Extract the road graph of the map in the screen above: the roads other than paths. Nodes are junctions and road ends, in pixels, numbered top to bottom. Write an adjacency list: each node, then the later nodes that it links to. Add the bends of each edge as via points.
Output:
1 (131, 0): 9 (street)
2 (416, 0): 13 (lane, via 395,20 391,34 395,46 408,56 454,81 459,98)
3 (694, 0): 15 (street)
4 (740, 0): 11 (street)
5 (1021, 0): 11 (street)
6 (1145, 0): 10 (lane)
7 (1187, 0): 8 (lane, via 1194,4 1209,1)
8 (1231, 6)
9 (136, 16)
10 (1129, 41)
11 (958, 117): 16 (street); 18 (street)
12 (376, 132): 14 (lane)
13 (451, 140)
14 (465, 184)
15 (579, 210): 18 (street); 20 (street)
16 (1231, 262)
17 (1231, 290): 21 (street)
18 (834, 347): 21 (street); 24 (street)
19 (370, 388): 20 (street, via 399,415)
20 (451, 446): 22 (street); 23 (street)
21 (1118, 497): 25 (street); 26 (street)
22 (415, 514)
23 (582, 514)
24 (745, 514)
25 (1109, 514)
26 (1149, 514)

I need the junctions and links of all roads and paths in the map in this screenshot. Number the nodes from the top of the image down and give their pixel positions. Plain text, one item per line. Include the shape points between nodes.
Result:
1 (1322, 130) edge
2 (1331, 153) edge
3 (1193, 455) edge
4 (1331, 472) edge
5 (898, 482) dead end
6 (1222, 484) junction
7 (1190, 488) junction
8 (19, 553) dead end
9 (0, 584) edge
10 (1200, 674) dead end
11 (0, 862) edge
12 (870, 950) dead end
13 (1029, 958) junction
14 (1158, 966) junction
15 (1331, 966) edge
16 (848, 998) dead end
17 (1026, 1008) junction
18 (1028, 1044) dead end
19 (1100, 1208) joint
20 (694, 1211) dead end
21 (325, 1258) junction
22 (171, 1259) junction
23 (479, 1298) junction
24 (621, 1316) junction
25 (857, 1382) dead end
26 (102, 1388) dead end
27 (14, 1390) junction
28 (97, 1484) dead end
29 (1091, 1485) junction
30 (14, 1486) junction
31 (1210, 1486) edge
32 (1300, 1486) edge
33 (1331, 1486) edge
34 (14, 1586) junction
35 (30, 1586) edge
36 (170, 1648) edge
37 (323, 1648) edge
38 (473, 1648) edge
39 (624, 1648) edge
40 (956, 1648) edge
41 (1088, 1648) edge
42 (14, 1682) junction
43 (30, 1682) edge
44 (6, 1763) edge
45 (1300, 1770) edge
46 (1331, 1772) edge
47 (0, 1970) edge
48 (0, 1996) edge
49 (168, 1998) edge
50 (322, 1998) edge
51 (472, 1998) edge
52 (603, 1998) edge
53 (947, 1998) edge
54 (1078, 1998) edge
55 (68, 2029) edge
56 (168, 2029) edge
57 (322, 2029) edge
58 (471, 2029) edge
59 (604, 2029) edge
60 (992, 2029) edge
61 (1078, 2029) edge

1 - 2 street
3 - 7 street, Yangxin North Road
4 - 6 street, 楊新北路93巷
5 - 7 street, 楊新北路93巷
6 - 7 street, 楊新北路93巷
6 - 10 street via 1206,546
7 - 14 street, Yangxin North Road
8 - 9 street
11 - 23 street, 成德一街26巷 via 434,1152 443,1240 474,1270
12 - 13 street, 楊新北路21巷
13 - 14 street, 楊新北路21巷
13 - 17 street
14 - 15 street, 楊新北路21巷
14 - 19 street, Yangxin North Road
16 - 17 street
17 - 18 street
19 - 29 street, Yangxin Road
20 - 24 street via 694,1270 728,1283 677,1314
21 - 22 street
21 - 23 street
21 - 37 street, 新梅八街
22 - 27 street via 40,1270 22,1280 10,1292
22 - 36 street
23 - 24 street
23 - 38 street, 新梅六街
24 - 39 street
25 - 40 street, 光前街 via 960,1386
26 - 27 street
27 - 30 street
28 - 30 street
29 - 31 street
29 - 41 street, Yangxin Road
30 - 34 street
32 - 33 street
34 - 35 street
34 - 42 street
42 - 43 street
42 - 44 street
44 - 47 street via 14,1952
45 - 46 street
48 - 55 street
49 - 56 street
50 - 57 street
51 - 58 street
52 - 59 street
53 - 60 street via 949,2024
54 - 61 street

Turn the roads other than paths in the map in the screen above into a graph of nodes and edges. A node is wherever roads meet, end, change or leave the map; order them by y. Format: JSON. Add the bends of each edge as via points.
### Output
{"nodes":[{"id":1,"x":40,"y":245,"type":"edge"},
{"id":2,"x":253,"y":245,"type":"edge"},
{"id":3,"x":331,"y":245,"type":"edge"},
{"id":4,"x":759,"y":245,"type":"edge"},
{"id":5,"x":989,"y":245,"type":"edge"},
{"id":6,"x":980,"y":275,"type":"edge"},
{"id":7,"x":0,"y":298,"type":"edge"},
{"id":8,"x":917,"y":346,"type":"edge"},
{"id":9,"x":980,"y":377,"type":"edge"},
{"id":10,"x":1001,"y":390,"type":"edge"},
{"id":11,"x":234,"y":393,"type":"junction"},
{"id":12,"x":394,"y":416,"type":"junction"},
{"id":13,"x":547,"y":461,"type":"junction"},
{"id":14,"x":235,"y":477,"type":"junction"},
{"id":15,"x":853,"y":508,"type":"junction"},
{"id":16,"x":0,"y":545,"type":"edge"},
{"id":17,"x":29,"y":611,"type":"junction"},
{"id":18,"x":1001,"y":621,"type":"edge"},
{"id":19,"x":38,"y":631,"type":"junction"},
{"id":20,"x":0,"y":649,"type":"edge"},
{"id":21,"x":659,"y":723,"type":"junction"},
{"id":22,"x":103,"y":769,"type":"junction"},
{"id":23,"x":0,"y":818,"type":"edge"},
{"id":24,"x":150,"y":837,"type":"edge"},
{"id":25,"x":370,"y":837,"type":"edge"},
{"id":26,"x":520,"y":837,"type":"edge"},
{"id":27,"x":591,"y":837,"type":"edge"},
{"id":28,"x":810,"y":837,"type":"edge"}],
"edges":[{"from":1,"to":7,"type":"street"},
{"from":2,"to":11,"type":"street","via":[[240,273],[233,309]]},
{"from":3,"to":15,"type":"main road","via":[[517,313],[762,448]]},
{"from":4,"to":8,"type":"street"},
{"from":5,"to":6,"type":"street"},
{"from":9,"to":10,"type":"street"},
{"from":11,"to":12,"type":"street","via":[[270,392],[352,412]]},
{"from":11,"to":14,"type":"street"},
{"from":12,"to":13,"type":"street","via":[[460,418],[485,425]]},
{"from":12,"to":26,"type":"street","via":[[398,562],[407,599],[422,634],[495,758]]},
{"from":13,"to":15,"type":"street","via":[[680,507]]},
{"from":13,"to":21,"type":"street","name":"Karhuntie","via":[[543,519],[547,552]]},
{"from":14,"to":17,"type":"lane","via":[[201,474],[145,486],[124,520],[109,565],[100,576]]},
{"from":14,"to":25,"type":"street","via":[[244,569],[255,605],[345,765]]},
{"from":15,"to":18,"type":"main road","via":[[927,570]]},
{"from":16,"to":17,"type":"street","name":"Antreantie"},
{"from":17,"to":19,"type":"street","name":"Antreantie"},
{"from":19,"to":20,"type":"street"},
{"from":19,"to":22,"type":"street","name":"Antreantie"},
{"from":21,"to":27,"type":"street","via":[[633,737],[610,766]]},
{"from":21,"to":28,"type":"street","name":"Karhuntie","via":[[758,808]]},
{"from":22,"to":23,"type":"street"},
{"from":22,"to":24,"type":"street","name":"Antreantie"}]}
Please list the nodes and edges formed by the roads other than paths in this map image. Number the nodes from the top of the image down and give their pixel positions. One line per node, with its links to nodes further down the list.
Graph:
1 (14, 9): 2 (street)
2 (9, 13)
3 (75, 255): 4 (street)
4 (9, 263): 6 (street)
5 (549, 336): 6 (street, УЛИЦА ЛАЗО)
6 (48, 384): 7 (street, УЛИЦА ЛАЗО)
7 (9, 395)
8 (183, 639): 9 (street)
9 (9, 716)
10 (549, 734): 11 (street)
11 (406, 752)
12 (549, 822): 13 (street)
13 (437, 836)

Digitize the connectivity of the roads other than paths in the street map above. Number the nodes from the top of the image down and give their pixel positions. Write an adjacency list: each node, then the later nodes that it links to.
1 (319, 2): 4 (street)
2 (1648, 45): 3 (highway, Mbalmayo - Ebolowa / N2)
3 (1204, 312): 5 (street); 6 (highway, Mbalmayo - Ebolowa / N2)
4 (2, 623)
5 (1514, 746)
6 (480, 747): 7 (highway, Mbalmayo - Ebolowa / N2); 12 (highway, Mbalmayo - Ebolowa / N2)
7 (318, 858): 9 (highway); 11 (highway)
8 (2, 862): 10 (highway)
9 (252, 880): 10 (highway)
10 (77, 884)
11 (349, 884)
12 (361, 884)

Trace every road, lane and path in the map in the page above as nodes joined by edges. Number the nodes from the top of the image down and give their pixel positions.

### Task requirements
Retype, exactly as shown, the lines from the one with "Digitize the connectivity" through the end of the records.

### Written answer
Digitize the connectivity of the roads other than paths in the street map above. Number the nodes from the top of the image down and give their pixel positions. Write an adjacency list: each node, then the later nodes that it links to.
1 (319, 2): 4 (street)
2 (1648, 45): 3 (highway, Mbalmayo - Ebolowa / N2)
3 (1204, 312): 5 (street); 6 (highway, Mbalmayo - Ebolowa / N2)
4 (2, 623)
5 (1514, 746)
6 (480, 747): 7 (highway, Mbalmayo - Ebolowa / N2); 12 (highway, Mbalmayo - Ebolowa / N2)
7 (318, 858): 9 (highway); 11 (highway)
8 (2, 862): 10 (highway)
9 (252, 880): 10 (highway)
10 (77, 884)
11 (349, 884)
12 (361, 884)

Trace every road, lane and path in the map in the page above as nodes joined by edges. Number the nodes from the top of the image down and give their pixel positions.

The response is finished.